= AquaSalina =

Salt de-icer

AquaSalina is a salt de-icer made from produced water (or brine) at Duck Creek Energy's vertical oil and gas wells. It is then filtered in Cleveland, Ohio and Mogadore, Ohio. The Ohio Department of Transportation approved AquaSalina in 2004, and it has been sold at Lowe's and elsewhere.

In the winter of 2017–2018, the Ohio Department of Transportation sprayed over 500,000 gallons of AquaSalina deicer on highways. In the 2018–2019 winter they applied over 620,000 gallons of it. In the winter of 2018–2019, they applied nearly 800,000 gallons.

In 2017, the Ohio Department of Natural Resources (ODNR) tested samples and found high radium levels, as has a Duquesne University scientist, who called it "a nightmare". While ODNR's tests indicated the results were 300 times higher than allowed in drinking water and above the levels allowed for the discharge of radioactive waste, it met their standards to be used as a deicer. Specifically, 0.005 picocuries per liter of radium is allowed for disposal, but there is no limit for spreading on roadways. The ODNR samples contained between 66 and 9602 picocuries per liter, including one sample that was higher than raw brine.

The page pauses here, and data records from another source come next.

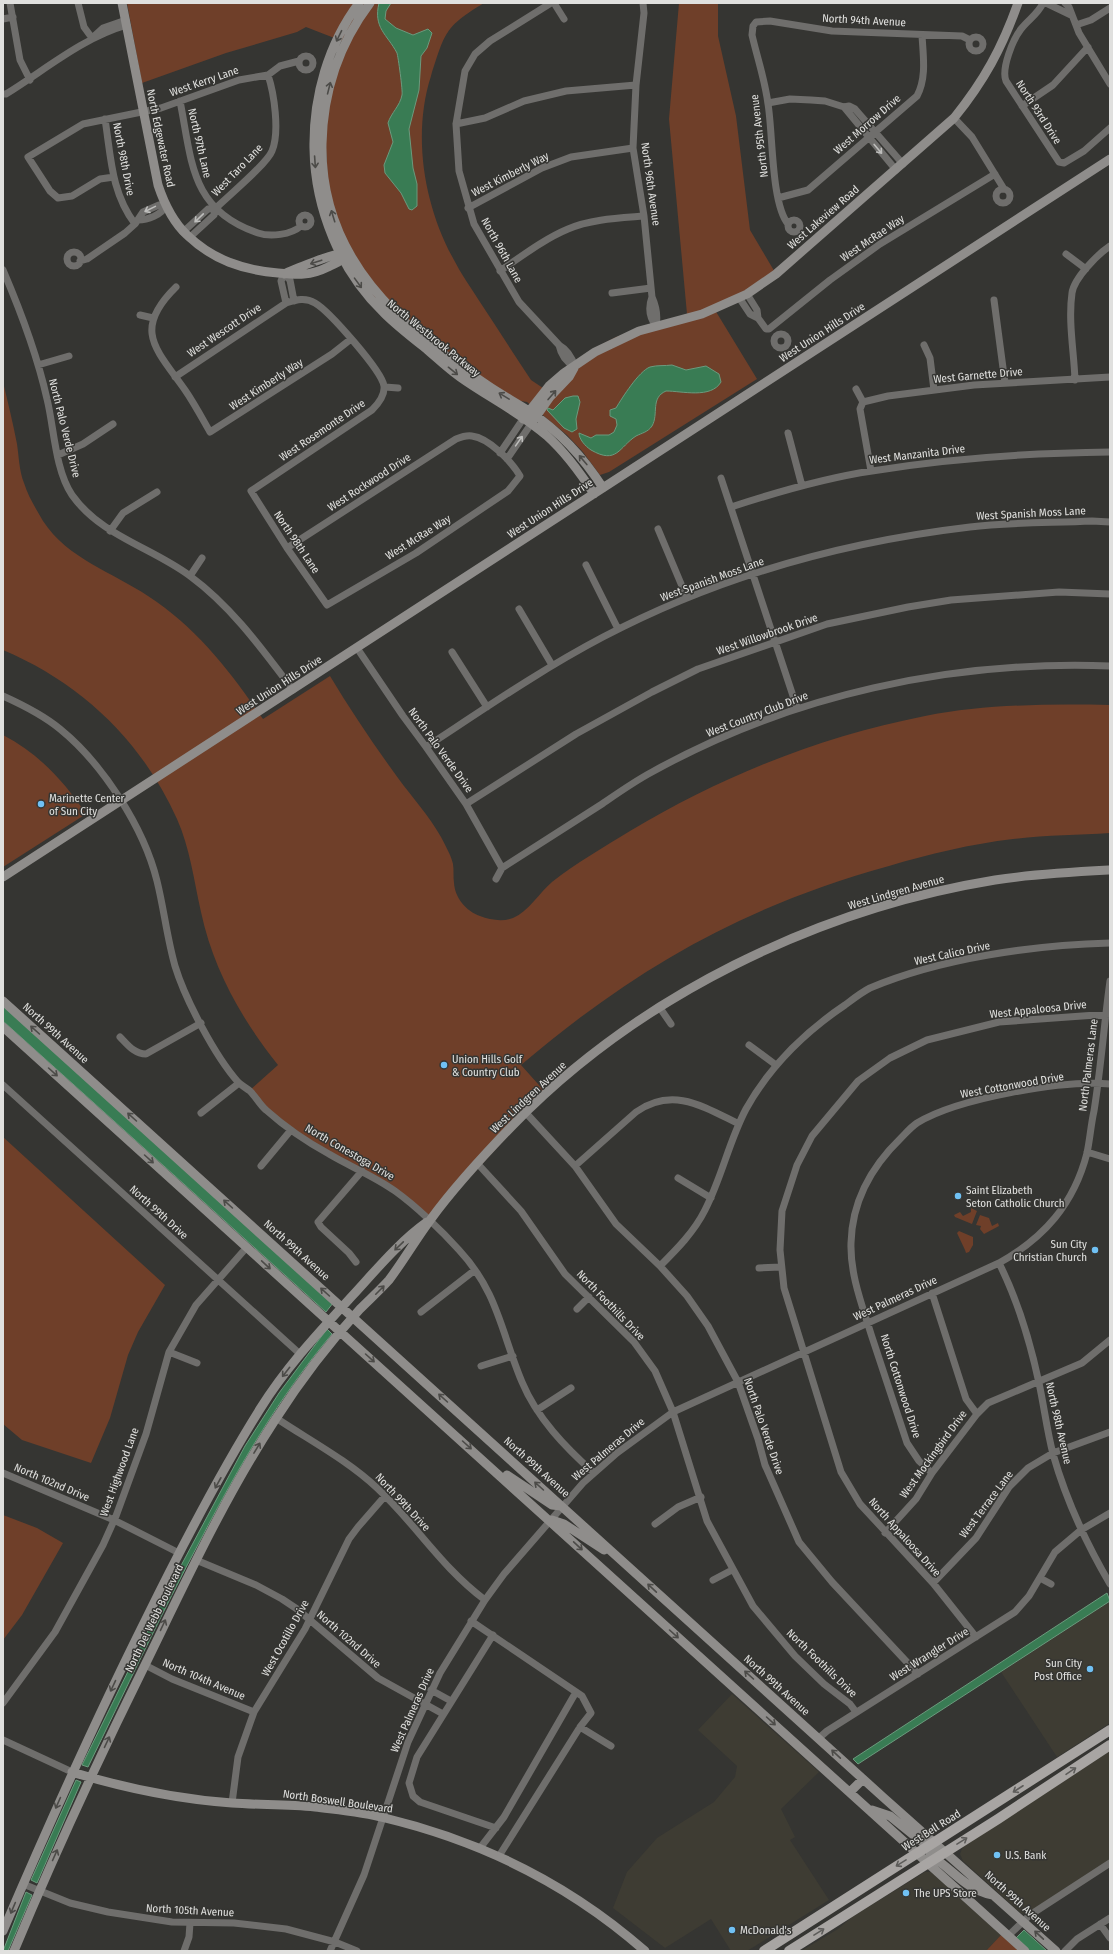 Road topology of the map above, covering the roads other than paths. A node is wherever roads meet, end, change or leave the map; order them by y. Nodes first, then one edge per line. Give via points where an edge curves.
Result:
1 (10, 3) edge
2 (78, 3) edge
3 (122, 3) edge
4 (359, 3) edge
5 (370, 3) edge
6 (551, 3) edge
7 (554, 3) edge
8 (643, 3) edge
9 (1018, 3) edge
10 (1065, 3) edge
11 (1049, 4) edge
12 (1110, 8) edge
13 (1071, 15) junction
14 (13, 17) junction
15 (3, 19) edge
16 (564, 19) dead end
17 (126, 22) junction
18 (756, 22) joint
19 (1076, 25) junction
20 (922, 34) junction
21 (92, 38) junction
22 (970, 40) dead end
23 (1088, 47) junction
24 (299, 62) dead end
25 (268, 75) junction
26 (30, 80) junction
27 (1110, 84) edge
28 (636, 85) junction
29 (3, 94) edge
30 (180, 101) junction
31 (768, 103) junction
32 (1022, 106) junction
33 (844, 107) junction
34 (143, 112) junction
35 (954, 118) junction
36 (105, 119) junction
37 (456, 124) junction
38 (1110, 128) edge
39 (876, 132) junction
40 (869, 138) junction
41 (633, 148) junction
42 (1110, 159) edge
43 (900, 167) junction
44 (995, 174) junction
45 (114, 177) junction
46 (1004, 188) dead end
47 (778, 198) junction
48 (166, 206) junction
49 (216, 208) junction
50 (468, 208) junction
51 (644, 216) junction
52 (136, 222) junction
53 (788, 224) dead end
54 (301, 226) dead end
55 (186, 235) junction
56 (1110, 246) edge
57 (1066, 254) dead end
58 (343, 255) junction
59 (80, 261) dead end
60 (1086, 269) junction
61 (3, 270) edge
62 (500, 271) junction
63 (284, 274) junction
64 (176, 287) dead end
65 (651, 288) junction
66 (612, 293) dead end
67 (743, 296) junction
68 (294, 300) junction
69 (994, 300) dead end
70 (286, 303) junction
71 (140, 315) dead end
72 (153, 318) junction
73 (656, 326) junction
74 (769, 328) junction
75 (777, 335) dead end
76 (351, 339) junction
77 (924, 345) dead end
78 (69, 356) dead end
79 (38, 365) junction
80 (575, 367) junction
81 (175, 377) junction
82 (1110, 377) edge
83 (1075, 380) junction
84 (1005, 383) junction
85 (384, 387) junction
86 (398, 388) dead end
87 (856, 389) dead end
88 (934, 390) junction
89 (863, 402) junction
90 (532, 417) junction
91 (523, 419) junction
92 (113, 424) dead end
93 (788, 433) dead end
94 (1110, 452) edge
95 (500, 453) junction
96 (58, 454) junction
97 (507, 459) junction
98 (871, 471) junction
99 (720, 478) dead end
100 (802, 486) junction
101 (603, 488) junction
102 (250, 491) joint
103 (157, 492) dead end
104 (594, 494) junction
105 (731, 507) junction
106 (1110, 522) edge
107 (658, 529) dead end
108 (110, 531) junction
109 (287, 548) junction
110 (202, 558) dead end
111 (586, 565) dead end
112 (753, 573) junction
113 (190, 576) junction
114 (1110, 594) edge
115 (687, 598) junction
116 (327, 604) joint
117 (518, 609) dead end
118 (618, 629) junction
119 (775, 642) junction
120 (357, 648) junction
121 (452, 652) dead end
122 (552, 665) junction
123 (1110, 666) edge
124 (293, 690) junction
125 (3, 696) edge
126 (487, 707) junction
127 (797, 708) junction
128 (426, 747) junction
129 (121, 801) junction
130 (466, 804) junction
131 (502, 868) junction
132 (1110, 870) edge
133 (3, 877) edge
134 (496, 879) dead end
135 (1110, 943) edge
136 (1110, 981) edge
137 (3, 1001) edge
138 (660, 1008) junction
139 (1108, 1013) edge
140 (201, 1023) junction
141 (671, 1024) dead end
142 (3, 1027) edge
143 (120, 1037) dead end
144 (749, 1045) dead end
145 (776, 1065) junction
146 (239, 1083) junction
147 (1098, 1083) junction
148 (1110, 1084) edge
149 (3, 1085) edge
150 (201, 1113) dead end
151 (526, 1113) junction
152 (739, 1124) junction
153 (291, 1130) junction
154 (1087, 1152) junction
155 (1110, 1159) edge
156 (477, 1164) junction
157 (261, 1166) dead end
158 (575, 1166) junction
159 (362, 1171) junction
160 (678, 1178) dead end
161 (711, 1198) junction
162 (429, 1221) junction
163 (247, 1247) junction
164 (356, 1262) dead end
165 (999, 1263) junction
166 (660, 1266) junction
167 (782, 1267) junction
168 (759, 1268) dead end
169 (474, 1270) junction
170 (217, 1279) junction
171 (932, 1293) junction
172 (589, 1296) junction
173 (342, 1307) junction
174 (576, 1309) dead end
175 (421, 1312) dead end
176 (353, 1318) junction
177 (328, 1321) junction
178 (868, 1322) junction
179 (341, 1332) junction
180 (1110, 1340) edge
181 (169, 1352) junction
182 (803, 1352) junction
183 (300, 1354) junction
184 (513, 1356) junction
185 (197, 1363) dead end
186 (481, 1366) dead end
187 (738, 1382) junction
188 (1039, 1382) junction
189 (571, 1388) dead end
190 (538, 1410) junction
191 (672, 1412) junction
192 (977, 1414) junction
193 (276, 1418) junction
194 (1110, 1432) edge
195 (1053, 1454) junction
196 (484, 1461) junction
197 (3, 1473) edge
198 (594, 1473) junction
199 (932, 1473) junction
200 (385, 1496) junction
201 (701, 1498) junction
202 (562, 1506) junction
203 (1110, 1513) edge
204 (114, 1520) junction
205 (550, 1520) junction
206 (655, 1524) dead end
207 (1081, 1530) junction
208 (885, 1533) junction
209 (179, 1553) junction
210 (196, 1560) junction
211 (624, 1562) junction
212 (732, 1570) junction
213 (1040, 1578) junction
214 (713, 1580) dead end
215 (933, 1583) junction
216 (1051, 1584) dead end
217 (1110, 1584) edge
218 (485, 1600) junction
219 (309, 1620) junction
220 (471, 1621) junction
221 (493, 1635) junction
222 (976, 1637) junction
223 (145, 1665) junction
224 (918, 1674) junction
225 (431, 1690) junction
226 (576, 1692) junction
227 (450, 1701) junction
228 (425, 1702) junction
229 (3, 1703) edge
230 (254, 1712) junction
231 (856, 1712) junction
232 (443, 1714) junction
233 (580, 1727) junction
234 (1110, 1730) edge
235 (819, 1738) junction
236 (3, 1740) edge
237 (1110, 1745) edge
238 (611, 1746) dead end
239 (72, 1772) junction
240 (90, 1778) junction
241 (863, 1779) junction
242 (850, 1792) junction
243 (232, 1803) junction
244 (867, 1809) junction
245 (383, 1817) junction
246 (496, 1828) junction
247 (930, 1845) junction
248 (480, 1848) junction
249 (945, 1852) junction
250 (917, 1853) junction
251 (499, 1856) junction
252 (932, 1860) junction
253 (1110, 1863) edge
254 (23, 1884) junction
255 (39, 1891) junction
256 (994, 1896) junction
257 (1110, 1918) edge
258 (1023, 1921) junction
259 (190, 1923) junction
260 (1100, 1924) junction
261 (3, 1931) edge
262 (1009, 1936) junction
263 (1110, 1938) edge
264 (781, 1940) junction
265 (335, 1942) junction
266 (14, 1951) edge
267 (184, 1951) edge
268 (330, 1951) edge
269 (357, 1951) edge
270 (645, 1951) edge
271 (764, 1951) edge
272 (788, 1951) edge
273 (1026, 1951) edge
274 (1056, 1951) edge
275 (1065, 1951) edge

1 - 14 street
2 - 21 street via 84,27
3 - 17 street, North Edgewater Road
4 -> 58 street, North Westbrook Parkway via 331,53 319,91 315,116 315,174 327,225
58 -> 5 street, North Westbrook Parkway via 325,182 322,151 324,117 328,93 340,56
6 - 37 street, North 96th Lane via 490,41 475,54 465,71
7 - 16 street
8 - 28 street, North 96th Avenue
9 - 35 street, West Lakeview Road via 991,66
10 - 13 street
11 - 13 street
11 - 32 street, North 93rd Drive via 1020,30 1003,70 1006,81
12 - 19 street via 1091,20
13 - 19 street
14 - 15 street
14 - 26 street via 20,60
17 - 21 street
17 - 34 street, North Edgewater Road
18 - 20 street, North 94th Avenue via 770,21 832,31
18 - 31 street, North 95th Avenue via 752,34
19 - 23 street
20 - 22 street, North 94th Avenue via 962,36
20 - 39 street, West Morrow Drive via 924,71 921,88 917,96
21 - 26 street
23 - 27 street
23 - 32 street via 1053,85
24 - 25 street, West Kerry Lane via 280,66
25 - 30 street, West Kerry Lane via 240,80
25 - 49 street, West Taro Lane via 276,113 272,151
26 - 29 street
28 - 37 street via 566,91 524,101 485,118
28 - 41 street, North 96th Avenue
30 - 34 street, West Kerry Lane
30 - 49 street, North 97th Lane via 191,164 197,183 208,202
31 - 33 street via 790,98 825,101
31 - 47 street, North 95th Avenue
32 - 38 street, North 93rd Drive via 1062,163 1084,151
33 - 39 street via 855,109
33 - 40 street
34 - 36 street, West Kerry Lane
34 - 48 street, North Edgewater Road via 158,186
35 - 43 street, West Lakeview Road
35 - 44 street via 972,136
36 - 45 street, North 98th Drive
36 - 45 street, West Kerry Lane via 83,124 28,157 50,192 58,198 72,196 100,179
37 - 50 street, North 96th Lane via 459,171
39 - 40 street, West Morrow Drive
39 - 43 street
40 -> 43 street
40 - 47 street, West Morrow Drive via 808,190
41 - 50 street, West Kimberly Way via 571,157 542,168
41 - 51 street, North 96th Avenue
42 - 101 street, West Union Hills Drive
43 - 67 street, West Lakeview Road via 776,274
44 - 46 street
44 - 74 street, West McRae Way via 880,244
45 - 52 street, North 98th Drive via 126,213
47 - 53 street, North 95th Avenue via 783,217
48 - 52 street via 159,205 143,212
48 - 55 street, North Edgewater Road
49 - 54 street, North 97th Lane via 226,218 264,235 296,230
49 - 55 street, West Taro Lane via 214,215
50 - 62 street, North 96th Lane
51 - 62 street via 601,220 569,228
51 - 65 street, North 96th Avenue
52 - 59 street via 108,245
55 - 63 street, North Edgewater Road via 219,259 238,267 256,272
56 - 60 street via 1098,254
57 - 60 street
58 - 63 street, North Edgewater Road via 292,269
90 -> 58 street, North Westbrook Parkway via 464,369 390,309
58 -> 91 street, North Westbrook Parkway via 361,287 383,313 459,377
60 - 83 street via 1072,292
61 - 79 street, North Palo Verde Drive via 21,313
62 - 80 street, North 96th Lane via 519,302 559,345 560,352 568,363
63 - 68 street via 290,280
63 - 70 street via 281,281
64 - 72 street via 161,301
65 - 66 street
65 - 73 street, North 96th Avenue via 658,319
67 - 73 street, West Lakeview Road via 702,314
67 - 74 street via 757,310 758,318
68 - 70 street
68 - 76 street via 304,298 316,303
69 - 84 street
70 - 81 street, West Wescott Drive
71 - 72 street
72 - 81 street via 153,341
73 - 80 street, West Lakeview Road via 615,342
74 - 75 street
76 - 81 street, West Kimberly Way via 332,354 210,432
76 - 85 street via 380,373
77 - 88 street via 930,358
78 - 79 street
79 - 96 street, North Palo Verde Drive
80 - 90 street, West Lakeview Road via 549,386
82 - 83 street, West Garnette Drive
83 - 84 street, West Garnette Drive
84 - 88 street, West Garnette Drive
85 - 86 street
85 - 102 street, West Rosemonte Drive via 379,404 372,410
87 - 89 street
88 - 89 street, West Garnette Drive
89 - 98 street via 860,409
90 - 91 street, West Lakeview Road
97 -> 90 street, West Lakeview Road
101 -> 90 street, North Westbrook Parkway via 579,455
90 - 104 street, North Westbrook Parkway via 563,452
91 - 95 street, West Lakeview Road
92 - 96 street via 83,444
93 - 100 street
94 - 98 street, West Manzanita Drive via 1031,453
95 - 97 street
95 - 109 street, West Rockwood Drive via 481,438 465,436 456,439
96 - 108 street, North Palo Verde Drive via 70,493 84,512
97 - 116 street, West McRae Way via 520,476 508,491 416,553
98 - 100 street, West Manzanita Drive
99 - 105 street
100 - 105 street, West Manzanita Drive
101 - 104 street, West Union Hills Drive
102 - 109 street, North 98th Lane
103 - 108 street via 123,513
104 - 120 street, West Union Hills Drive
105 - 112 street
106 - 112 street, West Spanish Moss Lane via 1092,520 971,526 867,543
107 - 115 street
108 - 113 street, North Palo Verde Drive
109 - 116 street, North 98th Lane
110 - 113 street
111 - 118 street
112 - 115 street, West Spanish Moss Lane
112 - 119 street
113 - 124 street, North Palo Verde Drive via 226,608 250,634
114 - 119 street, West Willowbrook Drive via 1059,592 950,600 827,624
115 - 118 street, West Spanish Moss Lane
117 - 122 street
118 - 122 street, West Spanish Moss Lane
119 - 127 street
119 - 130 street, West Willowbrook Drive via 698,670 652,692 576,734
120 - 124 street, West Union Hills Drive
120 - 128 street, North Palo Verde Drive
121 - 126 street
122 - 126 street, West Spanish Moss Lane
123 - 127 street, West Country Club Drive via 1067,664 979,670 896,682
124 - 129 street, West Union Hills Drive
125 - 129 street, North Conestoga Drive via 24,705 61,730 102,773
126 - 128 street, West Spanish Moss Lane
127 - 131 street, West Country Club Drive via 721,738 651,772
128 - 130 street, North Palo Verde Drive
129 - 133 street, West Union Hills Drive
129 - 140 street, North Conestoga Drive via 147,852 157,881 176,967
130 - 131 street, North Palo Verde Drive
131 - 134 street, West Country Club Drive
132 - 138 street, West Lindgren Avenue via 1062,872 996,880 936,892 869,910 789,940 737,964
135 - 145 street, West Calico Drive via 1066,944 986,956 927,968 869,988 813,1028
136 - 139 street, North Palmeras Lane
173 -> 137 street, North 99th Avenue
138 - 141 street
138 - 151 street, West Lindgren Avenue via 590,1058
139 - 147 street, North Palmeras Lane
139 - 167 street, West Appaloosa Drive via 999,1022 927,1040 890,1058 858,1081 812,1136 797,1165 782,1211
140 - 143 street via 146,1054 132,1049
140 - 146 street, North Conestoga Drive
142 -> 163 street
144 - 145 street
145 - 152 street, West Calico Drive
146 - 150 street
146 - 153 street, North Conestoga Drive
147 - 148 street, West Cottonwood Drive
147 - 154 street, North Palmeras Lane
147 - 178 street, West Cottonwood Drive via 1044,1088 950,1108 916,1124 887,1152 862,1190 854,1215 852,1268
149 - 170 street, North 99th Drive
151 - 156 street, West Lindgren Avenue
151 - 158 street, North Palo Verde Drive
152 - 158 street via 696,1103 678,1100 659,1101 636,1112
152 - 161 street, West Calico Drive
153 - 157 street
153 - 159 street, North Conestoga Drive
154 - 155 street
154 - 165 street, West Palmeras Drive via 1079,1178 1056,1217 1036,1239
156 - 162 street, West Lindgren Avenue
156 - 172 street, North Foothills Drive via 521,1211 566,1274
158 - 166 street, North Palo Verde Drive via 616,1224
159 - 162 street, North Conestoga Drive via 396,1192
159 - 164 street via 318,1222
160 - 161 street
161 - 166 street, West Calico Drive via 691,1232
162 - 169 street, North Conestoga Drive via 457,1248
162 -> 173 street, West Lindgren Avenue via 395,1250
176 -> 162 street, West Lindgren Avenue via 386,1284
163 - 170 street, West Highwood Lane
163 -> 177 street
165 - 171 street, West Palmeras Drive
165 - 188 street, North 98th Avenue via 1021,1314
166 - 187 street, North Palo Verde Drive via 687,1296 708,1326
167 - 168 street
167 - 182 street, West Appaloosa Drive via 784,1288
169 - 175 street
169 - 184 street, North Conestoga Drive via 496,1307
170 - 181 street, West Highwood Lane via 196,1305
170 - 183 street, North 99th Drive
171 - 178 street, West Palmeras Drive
171 - 192 street via 966,1399
172 - 174 street
172 - 191 street, North Foothills Drive via 634,1342 655,1371
173 - 176 street, North 99th Avenue
173 - 177 street, North Del Webb Boulevard
176 - 179 street, North Del Webb Boulevard
202 -> 176 street, North 99th Avenue
177 - 179 street
177 - 183 street, North Del Webb Boulevard
178 - 182 street, West Palmeras Drive
178 - 199 street, North Cottonwood Drive via 907,1443 919,1461
179 - 193 street, North Del Webb Boulevard
179 -> 196 street
180 - 188 street, West Mockingbird Drive via 1082,1363
181 - 185 street
181 - 204 street, West Highwood Lane via 146,1434
182 - 187 street, West Palmeras Drive
182 - 208 street, North Appaloosa Drive via 841,1472 860,1504
183 -> 209 street, North Del Webb Boulevard via 260,1408
184 - 186 street
184 - 190 street, North Conestoga Drive via 522,1383
187 - 191 street, West Palmeras Drive
187 - 224 street, North Palo Verde Drive via 765,1465 799,1542 832,1582
188 - 192 street, West Mockingbird Drive via 994,1400
188 - 195 street, North 98th Avenue
189 - 190 street
190 - 198 street, North Conestoga Drive via 565,1447
191 - 198 street, West Palmeras Drive
191 - 201 street, North Foothills Drive
192 - 199 street, West Mockingbird Drive
193 - 200 street, North 99th Drive via 365,1477
210 -> 193 street, North Del Webb Boulevard via 243,1472
194 - 195 street, West Terrace Lane
195 - 207 street, North 98th Avenue
195 - 215 street, West Terrace Lane via 1028,1468 1009,1487 976,1538
196 - 202 street via 552,1505
196 - 205 street
197 - 204 street, North 102nd Drive
198 - 202 street, West Palmeras Drive
199 - 208 street, West Mockingbird Drive via 916,1499
200 - 218 street, North 99th Drive via 453,1574
200 - 219 street, West Ocotillo Drive via 349,1540
201 - 206 street via 678,1507
201 - 212 street, North Foothills Drive via 707,1521
202 - 205 street, West Palmeras Drive
202 - 211 street, North 99th Avenue
203 - 207 street, West Wrangler Drive
204 - 209 street, North 102nd Drive
204 - 229 street, West Highwood Lane via 60,1624
205 - 211 street via 564,1524
205 - 218 street, West Palmeras Drive
205 -> 242 street
207 - 213 street, West Wrangler Drive via 1055,1552
207 - 217 street, North 98th Avenue
208 - 215 street, North Appaloosa Drive
209 -> 239 street, North Del Webb Boulevard
210 - 219 street, North 102nd Drive via 269,1591
223 -> 210 street, North Del Webb Boulevard
235 -> 211 street, North 99th Avenue
212 - 214 street
212 - 231 street, North Foothills Drive via 753,1606 770,1628 795,1656
213 - 216 street
213 - 222 street, West Wrangler Drive via 1030,1596 1015,1612
215 - 222 street, North Appaloosa Drive
218 - 220 street, West Palmeras Drive
219 - 228 street, North 102nd Drive via 378,1678
219 - 230 street, West Ocotillo Drive
220 - 221 street
220 - 225 street, West Palmeras Drive
221 - 226 street
221 - 227 street
222 - 224 street, West Wrangler Drive
223 - 230 street, North 104th Avenue via 172,1679
240 -> 223 street, North Del Webb Boulevard
224 - 231 street, West Wrangler Drive
225 - 227 street
225 - 228 street, West Palmeras Drive
226 - 233 street via 582,1696 591,1712
226 - 246 street
227 - 232 street
228 - 232 street, North 102nd Drive
228 - 245 street, West Palmeras Drive
230 - 243 street, West Ocotillo Drive via 238,1757
231 - 235 street, West Wrangler Drive
232 - 246 street via 417,1757 409,1783 413,1796 420,1802
233 - 238 street
233 - 251 street
234 -> 247 main road, West Bell Road
241 -> 235 street, North 99th Avenue
236 - 239 street, North Boswell Boulevard
249 -> 237 main road
239 - 240 street, North Boswell Boulevard
239 -> 254 street, North Del Webb Boulevard
240 - 243 street, North Boswell Boulevard via 165,1795
255 -> 240 street, North Del Webb Boulevard
241 - 242 street
241 - 247 street, North 99th Avenue
242 - 244 street
243 - 245 street, North Boswell Boulevard via 313,1807
244 - 247 street via 890,1816
244 - 250 street
245 - 248 street, North Boswell Boulevard
245 - 265 street, West Palmeras Drive via 356,1896
246 - 248 street
247 - 249 street, North 99th Avenue
247 - 250 main road, West Bell Road
248 - 251 street, North Boswell Boulevard
249 - 252 main road
249 - 256 street, North 99th Avenue
250 - 252 street
250 -> 264 main road, West Bell Road
251 - 270 street, North Boswell Boulevard via 574,1898
252 - 256 street via 978,1892
252 - 262 street
272 -> 252 main road
253 - 258 street
254 - 255 street, North 105th Avenue
254 -> 261 street, North Del Webb Boulevard
255 - 259 street, North 105th Avenue via 70,1903 108,1912 144,1919
255 - 266 street, North Del Webb Boulevard
256 - 258 street, North 99th Avenue
257 - 260 street
258 - 262 street
274 -> 258 street, North 99th Avenue
259 - 265 street, North 105th Avenue via 234,1923 286,1929
259 - 267 street
260 - 263 street
260 - 275 street
262 - 273 street
264 - 271 main road, West Bell Road
264 - 272 main road
265 - 268 street, West Palmeras Drive
265 - 269 street, North 105th Avenue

Several bills have been introduced in the Ohio legislatures from 2017 to 2019 to consider brine deicers a commodity, rather than toxic waste, to exempt them from ODNR testing.

==Fracking water lawsuit==
Duck Creek Energy won a defamation lawsuit in 2013 against two individuals who said AquaSalina was "frac waste" or "fracking water". AquaSalina's source is vertical oil and gas wells, not fracking wells. They were allowed to continue describing it as "toxic". The ruling made a distinction stating AquaSalina "is" versus "contains" fracking water.